EXTRACTED INFORMATION below:
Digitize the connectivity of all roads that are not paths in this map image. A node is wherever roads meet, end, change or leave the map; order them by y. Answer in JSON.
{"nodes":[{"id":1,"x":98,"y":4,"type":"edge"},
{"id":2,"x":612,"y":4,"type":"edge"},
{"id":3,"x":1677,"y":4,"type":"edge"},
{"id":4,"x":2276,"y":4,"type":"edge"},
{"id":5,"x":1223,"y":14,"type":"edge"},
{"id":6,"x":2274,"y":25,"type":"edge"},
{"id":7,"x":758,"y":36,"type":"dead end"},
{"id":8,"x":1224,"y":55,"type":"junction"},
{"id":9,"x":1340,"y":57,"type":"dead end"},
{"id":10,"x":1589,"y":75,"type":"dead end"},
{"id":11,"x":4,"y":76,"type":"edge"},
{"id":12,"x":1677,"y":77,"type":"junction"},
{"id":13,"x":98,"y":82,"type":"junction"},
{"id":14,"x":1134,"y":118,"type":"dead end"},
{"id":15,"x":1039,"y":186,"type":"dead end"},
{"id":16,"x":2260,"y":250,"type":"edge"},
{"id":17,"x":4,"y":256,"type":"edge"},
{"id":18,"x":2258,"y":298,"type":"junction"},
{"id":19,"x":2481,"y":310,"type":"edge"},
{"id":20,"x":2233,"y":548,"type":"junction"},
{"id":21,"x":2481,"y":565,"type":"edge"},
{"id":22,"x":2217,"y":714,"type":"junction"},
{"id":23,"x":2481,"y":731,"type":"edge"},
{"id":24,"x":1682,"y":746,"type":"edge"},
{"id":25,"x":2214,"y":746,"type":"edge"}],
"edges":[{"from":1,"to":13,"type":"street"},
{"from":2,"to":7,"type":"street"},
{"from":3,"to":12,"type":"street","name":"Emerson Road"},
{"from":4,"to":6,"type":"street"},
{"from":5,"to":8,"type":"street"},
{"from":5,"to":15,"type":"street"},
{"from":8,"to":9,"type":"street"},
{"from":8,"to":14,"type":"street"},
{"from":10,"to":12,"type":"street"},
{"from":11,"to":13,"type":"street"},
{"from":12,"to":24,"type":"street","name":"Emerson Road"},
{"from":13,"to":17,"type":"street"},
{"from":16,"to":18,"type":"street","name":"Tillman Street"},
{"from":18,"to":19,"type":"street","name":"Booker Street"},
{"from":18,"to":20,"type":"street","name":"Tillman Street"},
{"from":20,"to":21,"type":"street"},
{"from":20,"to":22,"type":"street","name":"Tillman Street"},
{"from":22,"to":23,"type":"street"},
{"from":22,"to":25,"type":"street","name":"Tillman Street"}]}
End of EXTRACTED INFORMATION.
__EXERCISE DESCRIPTION__. Please repeat the listing exactly, with nothing left out.

__COMPLETED TASK__.
Digitize the connectivity of all roads that are not paths in this map image. A node is wherever roads meet, end, change or leave the map; order them by y. Answer in JSON.
{"nodes":[{"id":1,"x":98,"y":4,"type":"edge"},
{"id":2,"x":612,"y":4,"type":"edge"},
{"id":3,"x":1677,"y":4,"type":"edge"},
{"id":4,"x":2276,"y":4,"type":"edge"},
{"id":5,"x":1223,"y":14,"type":"edge"},
{"id":6,"x":2274,"y":25,"type":"edge"},
{"id":7,"x":758,"y":36,"type":"dead end"},
{"id":8,"x":1224,"y":55,"type":"junction"},
{"id":9,"x":1340,"y":57,"type":"dead end"},
{"id":10,"x":1589,"y":75,"type":"dead end"},
{"id":11,"x":4,"y":76,"type":"edge"},
{"id":12,"x":1677,"y":77,"type":"junction"},
{"id":13,"x":98,"y":82,"type":"junction"},
{"id":14,"x":1134,"y":118,"type":"dead end"},
{"id":15,"x":1039,"y":186,"type":"dead end"},
{"id":16,"x":2260,"y":250,"type":"edge"},
{"id":17,"x":4,"y":256,"type":"edge"},
{"id":18,"x":2258,"y":298,"type":"junction"},
{"id":19,"x":2481,"y":310,"type":"edge"},
{"id":20,"x":2233,"y":548,"type":"junction"},
{"id":21,"x":2481,"y":565,"type":"edge"},
{"id":22,"x":2217,"y":714,"type":"junction"},
{"id":23,"x":2481,"y":731,"type":"edge"},
{"id":24,"x":1682,"y":746,"type":"edge"},
{"id":25,"x":2214,"y":746,"type":"edge"}],
"edges":[{"from":1,"to":13,"type":"street"},
{"from":2,"to":7,"type":"street"},
{"from":3,"to":12,"type":"street","name":"Emerson Road"},
{"from":4,"to":6,"type":"street"},
{"from":5,"to":8,"type":"street"},
{"from":5,"to":15,"type":"street"},
{"from":8,"to":9,"type":"street"},
{"from":8,"to":14,"type":"street"},
{"from":10,"to":12,"type":"street"},
{"from":11,"to":13,"type":"street"},
{"from":12,"to":24,"type":"street","name":"Emerson Road"},
{"from":13,"to":17,"type":"street"},
{"from":16,"to":18,"type":"street","name":"Tillman Street"},
{"from":18,"to":19,"type":"street","name":"Booker Street"},
{"from":18,"to":20,"type":"street","name":"Tillman Street"},
{"from":20,"to":21,"type":"street"},
{"from":20,"to":22,"type":"street","name":"Tillman Street"},
{"from":22,"to":23,"type":"street"},
{"from":22,"to":25,"type":"street","name":"Tillman Street"}]}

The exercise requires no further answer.